Why have Poles responded so differently from Western Europeans to Muslim migration? The homogeneity of the country and its precarious history (it disappeared from the map for over a century) are both factors but what I found decisive was Poles coming late to the game, seeing the massive errors of their western neighbors, and resolving not to repeat those.
No Sarmatians here: Pictures, such as this one from 2015, are what most changed Polish opinion. Note the near-absence of women and children. |
What are the long-term implications of excluding Muslim migrants? That Poland avoids Western Europe's looming crisis. As countries, starting with Italy, try to control their borders and expel illegal migrants, tension, insurrection, and violence will follow. In contrast, Poland (and its former Soviet-bloc neighbors) will sit out that crisis and may take in expatriates from Western Europe.
Though those expatriates head primarily to Australia, Canada, and the United States, Poland might soon – given its proximity, personal security, and inexpensive cost-of-living – become an attractive destination, especially for pensioners and for Jews, singled out as targets in Europe's West but increasingly safe in Poland.
So, while the EU won't be re-Christianized anytime soon, neither will Poland be Islamized.
Mr. Pipes (DanielPipes.org, @DanielPipes) is president of the Middle East Forum. © 2018 by Daniel Pipes. All rights reserved.

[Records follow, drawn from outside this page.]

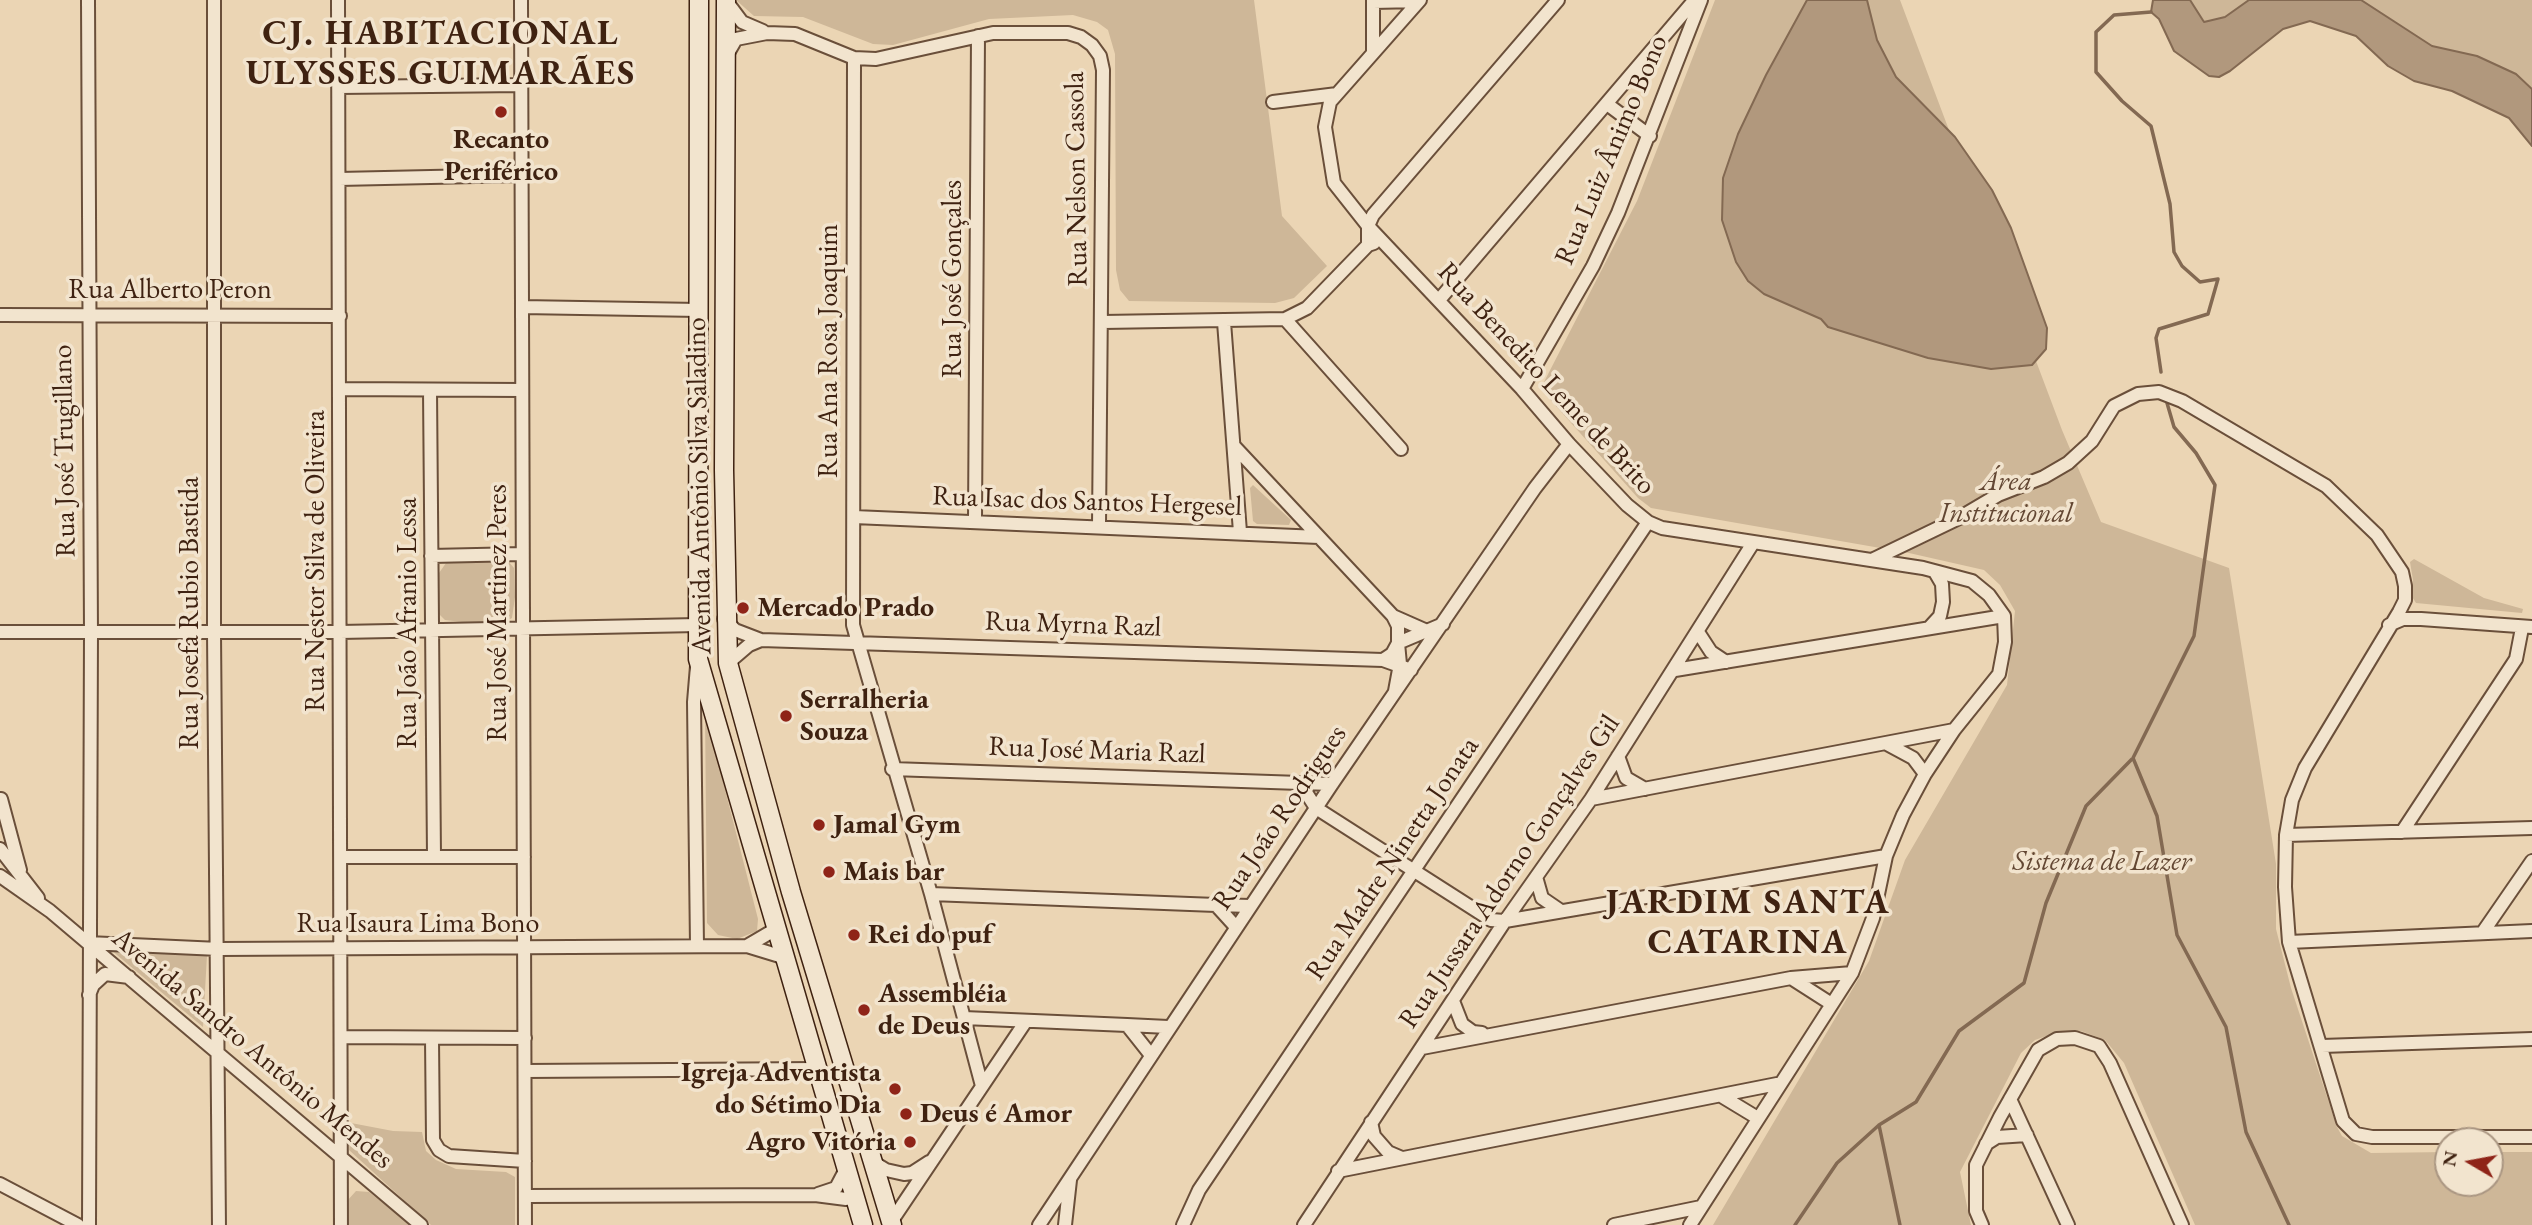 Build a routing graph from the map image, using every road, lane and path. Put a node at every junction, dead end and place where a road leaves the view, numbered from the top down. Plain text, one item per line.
1 (88, 0) edge
2 (214, 0) edge
3 (338, 0) edge
4 (521, 0) edge
5 (699, 0) edge
6 (726, 0) edge
7 (1419, 0) edge
8 (1558, 0) edge
9 (1373, 1) edge
10 (1695, 1) edge
11 (767, 33) junction
12 (978, 36) junction
13 (1685, 41) junction
14 (1657, 46) junction
15 (1373, 52) junction
16 (726, 58) junction
17 (854, 58) junction
18 (522, 85) junction
19 (339, 86) junction
20 (1337, 94) junction
21 (1300, 99) junction
22 (1273, 102) dead end
23 (1606, 104) junction
24 (1326, 114) junction
25 (1650, 136) junction
26 (522, 176) junction
27 (339, 178) junction
28 (1368, 226) junction
29 (1382, 240) junction
30 (1367, 244) junction
31 (1439, 300) junction
32 (522, 307) junction
33 (699, 310) junction
34 (213, 314) junction
35 (0, 315) edge
36 (89, 315) junction
37 (340, 316) junction
38 (1284, 319) junction
39 (1103, 322) junction
40 (1224, 322) junction
41 (340, 389) junction
42 (1522, 389) junction
43 (430, 390) junction
44 (522, 390) junction
45 (1569, 444) junction
46 (1234, 446) junction
47 (1401, 449) dead end
48 (1255, 469) junction
49 (1236, 475) junction
50 (854, 517) junction
51 (975, 521) junction
52 (1648, 522) junction
53 (1099, 525) junction
54 (1240, 532) junction
55 (1319, 537) junction
56 (1753, 543) junction
57 (522, 554) junction
58 (432, 556) junction
59 (1874, 559) junction
60 (1935, 572) junction
61 (1394, 616) junction
62 (2004, 616) junction
63 (724, 618) junction
64 (1443, 624) junction
65 (698, 625) junction
66 (2389, 625) junction
67 (1929, 628) junction
68 (2527, 628) edge
69 (523, 630) junction
70 (91, 631) junction
71 (432, 631) junction
72 (1427, 631) junction
73 (0, 632) edge
74 (340, 632) junction
75 (1698, 632) junction
76 (214, 633) junction
77 (761, 640) junction
78 (856, 643) junction
79 (1398, 643) junction
80 (698, 659) junction
81 (1383, 660) junction
82 (1726, 662) junction
83 (727, 663) junction
84 (1405, 667) junction
85 (1675, 670) junction
86 (1396, 681) junction
87 (1394, 695) junction
88 (1954, 730) junction
89 (1886, 744) junction
90 (1618, 757) junction
91 (892, 769) junction
92 (1925, 774) junction
93 (1300, 783) junction
94 (1332, 784) junction
95 (1645, 789) junction
96 (1, 798) edge
97 (1591, 799) junction
98 (1316, 808) junction
99 (0, 822) edge
100 (2532, 828) edge
101 (2402, 831) junction
102 (2286, 835) junction
103 (0, 849) edge
104 (434, 856) junction
105 (1886, 856) junction
106 (342, 857) junction
107 (524, 857) junction
108 (2532, 861) edge
109 (1414, 872) junction
110 (20, 874) junction
111 (1536, 877) junction
112 (2, 878) edge
113 (791, 892) junction
114 (931, 894) junction
115 (89, 902) junction
116 (1216, 905) junction
117 (1250, 906) junction
118 (50, 911) junction
119 (1561, 911) junction
120 (1505, 921) junction
121 (64, 923) junction
122 (1236, 927) junction
123 (776, 929) junction
124 (2532, 931) edge
125 (2483, 932) junction
126 (2290, 942) junction
127 (88, 943) junction
128 (697, 946) junction
129 (747, 946) junction
130 (342, 948) junction
131 (524, 948) junction
132 (219, 949) junction
133 (783, 957) junction
134 (1852, 972) junction
135 (129, 978) junction
136 (1791, 978) junction
137 (88, 999) junction
138 (1453, 1001) junction
139 (1830, 1003) junction
140 (964, 1018) junction
141 (1026, 1021) junction
142 (1127, 1026) junction
143 (1168, 1027) junction
144 (1489, 1034) junction
145 (343, 1037) junction
146 (525, 1038) junction
147 (432, 1039) junction
148 (2532, 1039) edge
149 (2322, 1046) junction
150 (1422, 1048) junction
151 (218, 1050) junction
152 (1150, 1054) junction
153 (817, 1069) junction
154 (525, 1072) junction
155 (1777, 1084) junction
156 (982, 1086) junction
157 (1723, 1097) junction
158 (2010, 1098) junction
159 (1756, 1117) junction
160 (341, 1121) junction
161 (1371, 1122) junction
162 (314, 1134) junction
163 (2027, 1135) junction
164 (2532, 1136) edge
165 (1986, 1144) junction
166 (340, 1156) junction
167 (935, 1158) junction
168 (1402, 1158) junction
169 (525, 1161) junction
170 (873, 1168) junction
171 (846, 1169) junction
172 (1338, 1171) junction
173 (1070, 1177) junction
174 (0, 1184) edge
175 (814, 1195) junction
176 (854, 1195) junction
177 (526, 1196) junction
178 (830, 1198) junction
179 (1700, 1207) junction
180 (861, 1220) edge
181 (1656, 1222) edge
182 (891, 1223) edge
183 (78, 1225) edge
184 (89, 1225) edge
185 (219, 1225) edge
186 (341, 1225) edge
187 (421, 1225) edge
188 (525, 1225) edge
189 (1039, 1225) edge
190 (1065, 1225) edge
191 (1183, 1225) edge
192 (1304, 1225) edge
193 (1614, 1225) edge
194 (1690, 1225) edge
195 (1982, 1225) edge
196 (2068, 1225) edge
197 (2182, 1225) edge

1 - 36 street, Rua José Trugillano
2 - 34 street, Rua Josefa Rubio Bastida
3 - 19 street, Rua Nestor Silva de Oliveira
4 - 18 street, Rua José Martinez Peres
5 - 33 main road, Avenida Antônio Silva Saladino
6 - 11 street, Rua Nelson Cassola
6 - 16 main road, Avenida Antônio Silva Saladino
7 - 9 street
7 - 15 street
8 - 28 street
9 - 15 street
10 - 13 street, Rua Luiz Ânimo Bono
10 - 14 street
11 - 16 street, Rua Nelson Cassola
11 - 17 street, Rua Nelson Cassola
12 - 17 street, Rua Nelson Cassola
12 - 39 street, Rua Nelson Cassola
12 - 51 street, Rua José Gonçales
13 - 14 street
13 - 25 street, Rua Luiz Ânimo Bono
14 - 23 street
15 - 20 street
16 - 63 main road, Avenida Antônio Silva Saladino
17 - 50 street, Rua Ana Rosa Joaquim
18 - 19 street
18 - 26 street, Rua José Martinez Peres
19 - 27 street, Rua Nestor Silva de Oliveira
20 - 21 street
20 - 24 street
21 - 22 street
21 - 24 street
23 - 25 street
23 - 31 street
24 - 28 street, Rua Benedito Leme de Brito
25 - 42 street, Rua Luiz Ânimo Bono
26 - 27 street
26 - 32 street, Rua José Martinez Peres
27 - 37 street, Rua Nestor Silva de Oliveira
28 - 29 street, Rua Benedito Leme de Brito
28 - 30 street
29 - 30 street
29 - 31 street, Rua Benedito Leme de Brito
30 - 38 street
31 - 42 street, Rua Benedito Leme de Brito
32 - 33 street
32 - 44 street, Rua José Martinez Peres
33 - 65 main road, Avenida Antônio Silva Saladino
34 - 36 street, Rua Alberto Peron
34 - 37 street, Rua Alberto Peron
34 - 76 street, Rua Josefa Rubio Bastida
35 - 36 street, Rua Alberto Peron
36 - 70 street, Rua José Trugillano
37 - 41 street, Rua Nestor Silva de Oliveira
38 - 40 street
38 - 47 street
39 - 40 street
39 - 53 street, Rua Nelson Cassola
40 - 46 street
41 - 43 street
41 - 74 street, Rua Nestor Silva de Oliveira
42 - 45 street, Rua Benedito Leme de Brito
43 - 44 street
43 - 58 street, Rua João Afranio Lessa
44 - 57 street, Rua José Martinez Peres
45 - 52 street, Rua Benedito Leme de Brito
45 - 64 street, Rua João Rodrigues
46 - 48 street
46 - 49 street
48 - 49 street
48 - 55 street
49 - 54 street
50 - 51 street, Rua Isac dos Santos Hergesel
50 - 78 street, Rua Ana Rosa Joaquim
51 - 53 street, Rua Isac dos Santos Hergesel
52 - 56 street, Rua Benedito Leme de Brito
52 - 109 street, Rua Madre Ninetta Jonata
53 - 54 street, Rua Isac dos Santos Hergesel
54 - 55 street, Rua Isac dos Santos Hergesel
55 - 61 street
56 - 59 street, Rua Benedito Leme de Brito
56 - 75 street, Rua Jussara Adorno Gonçalves Gil
57 - 58 street
57 - 69 street, Rua José Martinez Peres
58 - 71 street, Rua João Afranio Lessa
59 - 60 street, Rua Benedito Leme de Brito
59 - 66 street
60 - 62 street, Rua Benedito Leme de Brito
60 - 67 street
61 - 72 street
61 - 79 street
62 - 67 street
62 - 88 street
63 - 77 street, Rua Myrna Razl
63 - 83 main road, Avenida Antônio Silva Saladino
64 - 72 street
64 - 84 street, Rua João Rodrigues
65 - 69 street
65 - 80 main road, Avenida Antônio Silva Saladino
66 - 68 street
66 - 102 street
67 - 82 street
68 - 101 street
69 - 71 street
69 - 107 street, Rua José Martinez Peres
70 - 73 street
70 - 76 street
70 - 115 street, Rua José Trugillano
71 - 74 street
71 - 104 street, Rua João Afranio Lessa
72 - 79 street
74 - 76 street
74 - 106 street, Rua Nestor Silva de Oliveira
75 - 82 street
75 - 85 street, Rua Jussara Adorno Gonçalves Gil
76 - 132 street, Rua Josefa Rubio Bastida
77 - 78 street, Rua Myrna Razl
77 - 83 street
78 - 81 street, Rua Myrna Razl
78 - 91 street, Rua Ana Rosa Joaquim
79 - 81 street
79 - 84 street
80 - 123 main road, Avenida Antônio Silva Saladino
80 - 128 street
81 - 84 street, Rua Myrna Razl
81 - 86 street
82 - 85 street
83 - 113 main road, Avenida Antônio Silva Saladino
84 - 86 street
84 - 87 street, Rua João Rodrigues
85 - 90 street, Rua Jussara Adorno Gonçalves Gil
86 - 87 street
87 - 94 street, Rua João Rodrigues
88 - 89 street
88 - 92 street
89 - 92 street
89 - 95 street
90 - 95 street
90 - 97 street, Rua Jussara Adorno Gonçalves Gil
91 - 93 street, Rua José Maria Razl
91 - 114 street, Rua Ana Rosa Joaquim
92 - 105 street
93 - 94 street, Rua José Maria Razl
93 - 98 street
94 - 98 street, Rua João Rodrigues
95 - 97 street
96 - 99 street
96 - 110 street
97 - 111 street, Rua Jussara Adorno Gonçalves Gil
98 - 109 street
98 - 117 street, Rua João Rodrigues
100 - 101 street
101 - 102 street
102 - 126 street
103 - 110 street, Avenida Sandro Antônio Mendes
104 - 106 street
104 - 107 street
105 - 119 street
105 - 134 street
106 - 130 street, Rua Nestor Silva de Oliveira
107 - 131 street, Rua José Martinez Peres
108 - 125 street
109 - 120 street
109 - 191 street, Rua Madre Ninetta Jonata
110 - 118 street, Avenida Sandro Antônio Mendes
111 - 119 street
111 - 120 street, Rua Jussara Adorno Gonçalves Gil
112 - 118 street, Avenida Sandro Antônio Mendes
113 - 123 main road
113 - 170 main road, Avenida Antônio Silva Saladino
114 - 116 street
114 - 140 street, Rua Ana Rosa Joaquim
115 - 121 street
115 - 127 street, Rua José Trugillano
116 - 117 street
116 - 122 street
117 - 122 street, Rua João Rodrigues
118 - 121 street, Avenida Sandro Antônio Mendes
119 - 120 street
120 - 138 street, Rua Jussara Adorno Gonçalves Gil
121 - 127 street, Avenida Sandro Antônio Mendes
122 - 143 street, Rua João Rodrigues
123 - 129 street
123 - 133 main road, Avenida Antônio Silva Saladino
124 - 125 street
125 - 126 street
126 - 149 street
127 - 132 street, Rua Isaura Lima Bono
127 - 135 street, Avenida Sandro Antônio Mendes
127 - 137 street, Rua José Trugillano
128 - 129 street, Rua Isaura Lima Bono
128 - 131 street, Rua Isaura Lima Bono
129 - 133 street, Rua Isaura Lima Bono
130 - 131 street, Rua Isaura Lima Bono
130 - 132 street, Rua Isaura Lima Bono
130 - 145 street, Rua Nestor Silva de Oliveira
131 - 146 street, Rua José Martinez Peres
132 - 151 street, Rua Josefa Rubio Bastida
133 - 153 main road
134 - 136 street
134 - 139 street
135 - 137 street
135 - 151 street, Avenida Sandro Antônio Mendes
136 - 139 street
136 - 144 street
137 - 184 street, Rua José Trugillano
138 - 144 street
138 - 150 street, Rua Jussara Adorno Gonçalves Gil
139 - 155 street
140 - 141 street
140 - 156 street, Rua Ana Rosa Joaquim
141 - 142 street
141 - 156 street
142 - 143 street
142 - 152 street
143 - 152 street, Rua João Rodrigues
144 - 150 street
145 - 147 street
145 - 160 street, Rua Nestor Silva de Oliveira
146 - 147 street
146 - 154 street, Rua José Martinez Peres
147 - 169 street
148 - 149 street
149 - 164 street
150 - 161 street, Rua Jussara Adorno Gonçalves Gil
151 - 162 street, Avenida Sandro Antônio Mendes
151 - 185 street, Rua Josefa Rubio Bastida
152 - 173 street, Rua João Rodrigues
153 - 154 street
153 - 171 main road
154 - 169 street, Rua José Martinez Peres
155 - 157 street
155 - 159 street
156 - 167 street
157 - 159 street
157 - 168 street
158 - 163 street
158 - 165 street
158 - 197 street
159 - 179 street
160 - 162 street
160 - 166 street, Rua Nestor Silva de Oliveira
161 - 168 street
161 - 172 street, Rua Jussara Adorno Gonçalves Gil
162 - 166 street, Avenida Sandro Antônio Mendes
163 - 165 street
163 - 196 street
165 - 195 street
166 - 186 street, Rua Nestor Silva de Oliveira
166 - 187 street, Avenida Sandro Antônio Mendes
167 - 170 street
167 - 182 street
168 - 172 street
169 - 177 street, Rua José Martinez Peres
170 - 176 main road
170 - 182 main road, Avenida Antônio Silva Saladino
171 - 175 street
171 - 176 main road
172 - 192 street, Rua Jussara Adorno Gonçalves Gil
173 - 189 street, Rua João Rodrigues
173 - 190 street
174 - 183 street
175 - 177 street
175 - 178 street
176 - 178 street
176 - 180 main road
177 - 188 street, Rua José Martinez Peres
178 - 180 street
179 - 181 street
179 - 194 street
181 - 193 street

Washington Times illustration for this article. |
July 10, 2018 update: I wrote above that Poland's PiS party "should be educated and monitored, not demonized." Ivan Krastev makes this point in greater detail today:
in the same way European liberal democracies in 1970s and 1980s succeed at deradicalizing the far-left and integrating some of its legitimate demands in the mainstream, it should do the same with the far-right. People who today are scared by some of the radical ideas coming from the far-right should remember that many centrists of the 1970s regarded Germany's anti-establishment leftists such as Joschka Fischer — later to become Germany's foreign minister — as a threat to the capitalist, democratic West.
July 20, 2018 update: Filip Mazurczak elaborates in "Poland's Christian Migrants" on a point I made in passing above:
In 2016, according to Eurostat, Poland issued 586,000 first residence permits to nationals of non–European Union countries. Poland issued more such permits that year than did any other EU member-state except Britain—and more than Germany (505,000), which has more than double Poland's population. The vast majority of these non-EU migrants have come from the former Soviet Union, especially from Ukraine.
Indeed, with its low birthrate, Poland is looking to Ukraine to bolster its population. Of course, Ukrainians are linguistically, culturally, and racially similar to Poles, so that's an easy fit. More interesting is that the Polish government is also
negotiating with the Philippine government a bilateral agreement that would bring to Poland thousands of immigrants, who would work above all as caretakers for elderly persons. Like migrants from the former Soviet Union, Filipinos hold many of the same cultural values as Poles. Eighty percent of Filipinos are Catholic, and, like the Poles, Filipinos have a long history of fighting against subjugation by foreign powers. Filipino migrants have assimilated rapidly in countries as diverse as the United States, Italy, Israel, and the United Arab Emirates. Stateside, they are often referred to as an "invisible minority."
Those last two words – "invisible minority" – are the key. If there is any migrant population that is visible, that would be the Muslim one.